Vulvar Cancer


The vulva consists of several external organs, including the labia majora (outer lips), labia minora (inner lips) and clitoris, as well as the opening of the vagina and the urethra (the tube leading from the bladder).


Vulvar cancer is relatively rare, accounting for approximately 4% of all genital cancers in women. It is crucial to distinguish vulvar cancer from vaginal cancer, as both are distinct yet related to the female genital area.

Historically viewed as a cancer affecting post-menopausal women, vulvar cancer has seen a shift in age of onset. Recent years have marked a decline in the mean age of diagnosis, largely due to an uptick in HPV infections globally. Women over 65 years old remain the most vulnerable to developing vulvar cancer. However, an increase in cases among younger women is becoming evident, potentially linked to rising rates of HPV infection and tobacco use.

In 2022, Europe ranks second in vulvar cancer incidence and mortality compared with other continents. In 2020, the Global Cancer Observatory and the International Agency for Research on Cancer reported 16,506 new cases of primary vulvar cancer in Europe, with 6,503 associated fatalities.

Geographically, the risk varies across Europe, with higher incidence rates in Eastern and Northern countries compared with Western and Southern in 2022. A 2017 epidemiological study spanning 13 high-income countries revealed a notable 14% rise in vulvar cancer incidence overall. This increase, however, was not uniform across all age groups. Women under 60 experienced a 38% increase in incidence, while no significant change was observed in women over 60.


For more information, download the ENGAGe brochure on HPV tests or Gynaecological cancers in Europe (2024 update).



Signs and symptoms of vulvar cancer may include:

  • Itching that doesn’t go away
  • Pain, soreness or tenderness
  • Bleeding
  • Skin changes, such as color changes or thickening
  • A lump or wart-like growth on the vulva
  • A burning pain when passing urine

Risk factors

The exact cause of vulvar cancer is unclear, but your risk of developing the condition is increased by the following factors:

  • Older age
  • Vulvar intraepithelial neoplasia (VIN) – where the cells in the vulva are abnormal and at risk of turning cancerous
  • Persistent infection with certain versions of the human papilloma virus (HPV)
  • Skin conditions affecting the vulva, such as lichen sclerosus
  • Smoking
  • HIV infection


If you notice signs of vulvar cancer, ask your doctor about them.

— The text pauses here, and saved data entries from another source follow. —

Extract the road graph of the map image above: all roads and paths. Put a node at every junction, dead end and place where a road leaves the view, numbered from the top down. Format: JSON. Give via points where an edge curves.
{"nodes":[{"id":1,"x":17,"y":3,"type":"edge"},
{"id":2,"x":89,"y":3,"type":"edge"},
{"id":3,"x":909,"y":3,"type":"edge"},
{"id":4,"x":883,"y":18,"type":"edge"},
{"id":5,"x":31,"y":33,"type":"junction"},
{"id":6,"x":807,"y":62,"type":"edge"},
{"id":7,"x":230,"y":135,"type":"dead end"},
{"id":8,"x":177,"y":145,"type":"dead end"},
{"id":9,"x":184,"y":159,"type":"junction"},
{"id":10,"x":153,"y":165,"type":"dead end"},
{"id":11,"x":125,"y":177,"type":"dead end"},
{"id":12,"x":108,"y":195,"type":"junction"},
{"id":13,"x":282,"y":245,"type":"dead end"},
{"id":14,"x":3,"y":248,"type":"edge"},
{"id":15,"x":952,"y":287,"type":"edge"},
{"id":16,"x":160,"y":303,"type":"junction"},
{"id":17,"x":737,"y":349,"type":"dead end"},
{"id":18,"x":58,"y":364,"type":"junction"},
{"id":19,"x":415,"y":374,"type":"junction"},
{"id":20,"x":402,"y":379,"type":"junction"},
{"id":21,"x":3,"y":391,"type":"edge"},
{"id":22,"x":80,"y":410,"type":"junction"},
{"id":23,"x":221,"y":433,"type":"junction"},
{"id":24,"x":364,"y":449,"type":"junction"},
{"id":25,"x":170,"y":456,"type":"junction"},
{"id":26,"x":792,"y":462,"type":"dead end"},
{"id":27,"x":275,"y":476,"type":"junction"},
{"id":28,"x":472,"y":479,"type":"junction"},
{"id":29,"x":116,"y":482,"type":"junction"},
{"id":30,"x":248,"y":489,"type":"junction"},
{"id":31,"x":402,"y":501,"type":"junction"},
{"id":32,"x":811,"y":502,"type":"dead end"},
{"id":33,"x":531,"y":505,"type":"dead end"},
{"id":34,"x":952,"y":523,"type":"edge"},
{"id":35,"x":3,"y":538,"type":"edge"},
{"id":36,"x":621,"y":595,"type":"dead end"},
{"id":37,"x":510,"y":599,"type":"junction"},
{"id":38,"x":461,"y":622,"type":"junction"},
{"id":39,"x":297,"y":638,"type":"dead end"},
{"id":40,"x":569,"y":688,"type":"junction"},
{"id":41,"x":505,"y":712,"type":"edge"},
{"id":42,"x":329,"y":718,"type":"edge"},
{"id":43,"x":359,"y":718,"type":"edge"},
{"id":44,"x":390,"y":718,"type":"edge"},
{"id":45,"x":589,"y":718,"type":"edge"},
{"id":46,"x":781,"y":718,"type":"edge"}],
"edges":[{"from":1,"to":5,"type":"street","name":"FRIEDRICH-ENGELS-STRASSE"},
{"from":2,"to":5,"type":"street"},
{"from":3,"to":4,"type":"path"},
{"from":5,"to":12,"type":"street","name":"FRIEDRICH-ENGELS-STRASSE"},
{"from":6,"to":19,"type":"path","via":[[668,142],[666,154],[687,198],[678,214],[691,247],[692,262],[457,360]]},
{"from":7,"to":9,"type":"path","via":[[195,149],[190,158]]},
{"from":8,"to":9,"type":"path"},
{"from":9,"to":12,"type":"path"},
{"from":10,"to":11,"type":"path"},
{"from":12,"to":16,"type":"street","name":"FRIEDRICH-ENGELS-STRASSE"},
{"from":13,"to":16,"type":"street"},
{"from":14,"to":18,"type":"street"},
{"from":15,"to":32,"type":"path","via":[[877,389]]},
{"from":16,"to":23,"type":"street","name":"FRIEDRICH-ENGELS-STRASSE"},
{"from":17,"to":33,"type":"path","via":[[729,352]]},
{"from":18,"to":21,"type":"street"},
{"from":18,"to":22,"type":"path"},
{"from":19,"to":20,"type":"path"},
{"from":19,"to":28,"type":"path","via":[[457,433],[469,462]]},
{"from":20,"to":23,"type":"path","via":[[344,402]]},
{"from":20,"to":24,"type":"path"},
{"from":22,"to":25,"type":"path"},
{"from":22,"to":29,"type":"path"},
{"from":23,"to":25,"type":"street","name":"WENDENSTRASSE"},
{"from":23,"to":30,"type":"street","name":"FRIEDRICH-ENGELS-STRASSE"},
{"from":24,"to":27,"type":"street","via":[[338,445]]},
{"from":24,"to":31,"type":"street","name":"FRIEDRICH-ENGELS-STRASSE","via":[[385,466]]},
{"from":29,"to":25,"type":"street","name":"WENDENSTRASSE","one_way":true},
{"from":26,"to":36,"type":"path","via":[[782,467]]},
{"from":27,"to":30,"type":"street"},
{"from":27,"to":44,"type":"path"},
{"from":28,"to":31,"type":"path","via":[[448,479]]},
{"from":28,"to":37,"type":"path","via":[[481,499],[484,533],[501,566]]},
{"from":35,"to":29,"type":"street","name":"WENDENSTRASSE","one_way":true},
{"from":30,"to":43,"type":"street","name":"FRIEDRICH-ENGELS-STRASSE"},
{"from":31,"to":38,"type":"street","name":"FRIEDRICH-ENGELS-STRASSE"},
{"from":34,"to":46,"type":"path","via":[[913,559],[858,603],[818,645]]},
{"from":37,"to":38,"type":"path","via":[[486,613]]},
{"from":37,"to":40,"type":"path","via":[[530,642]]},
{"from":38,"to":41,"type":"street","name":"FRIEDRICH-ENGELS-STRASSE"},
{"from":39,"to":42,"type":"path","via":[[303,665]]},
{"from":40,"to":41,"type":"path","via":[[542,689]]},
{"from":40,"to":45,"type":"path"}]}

The doctor will carry out a gynecological evaluation, which includes checking the vulva and the vagina, if needed.

The examination should include the perineal area, including the areas around the clitoris and urethra.

If there is an ulceration, lump, or a mass that looks suspicious, then they will perform a biopsy. Local anesthesia may be used.

Depending on the results of the biopsy, there may be further tests:

  • Cystoscopy: the bladder is examined to determine whether the cancer has spread to that area.
  • Proctoscopy: the rectum is examined to check whether the cancer has spread to the rectal wall.
  • Imaging scans: these can help the doctor determine whether the cancer has spread, and if so, where to. An MRI, CT and PET/CT scans may be used. An ultrasound scan is generally used to assess if there are any enlarged/suspicious groin lymph-nodes.


The main treatments for vulvar cancer are:

  • Surgery – In most cases, your treatment plan will involve some form of surgery.
  • Chemotherapy – It’s usually used if vulval cancer comes back or to control symptoms when a cure is not possible.
  • Radiotherapy – It can be used to relieve symptoms and improve quality of life.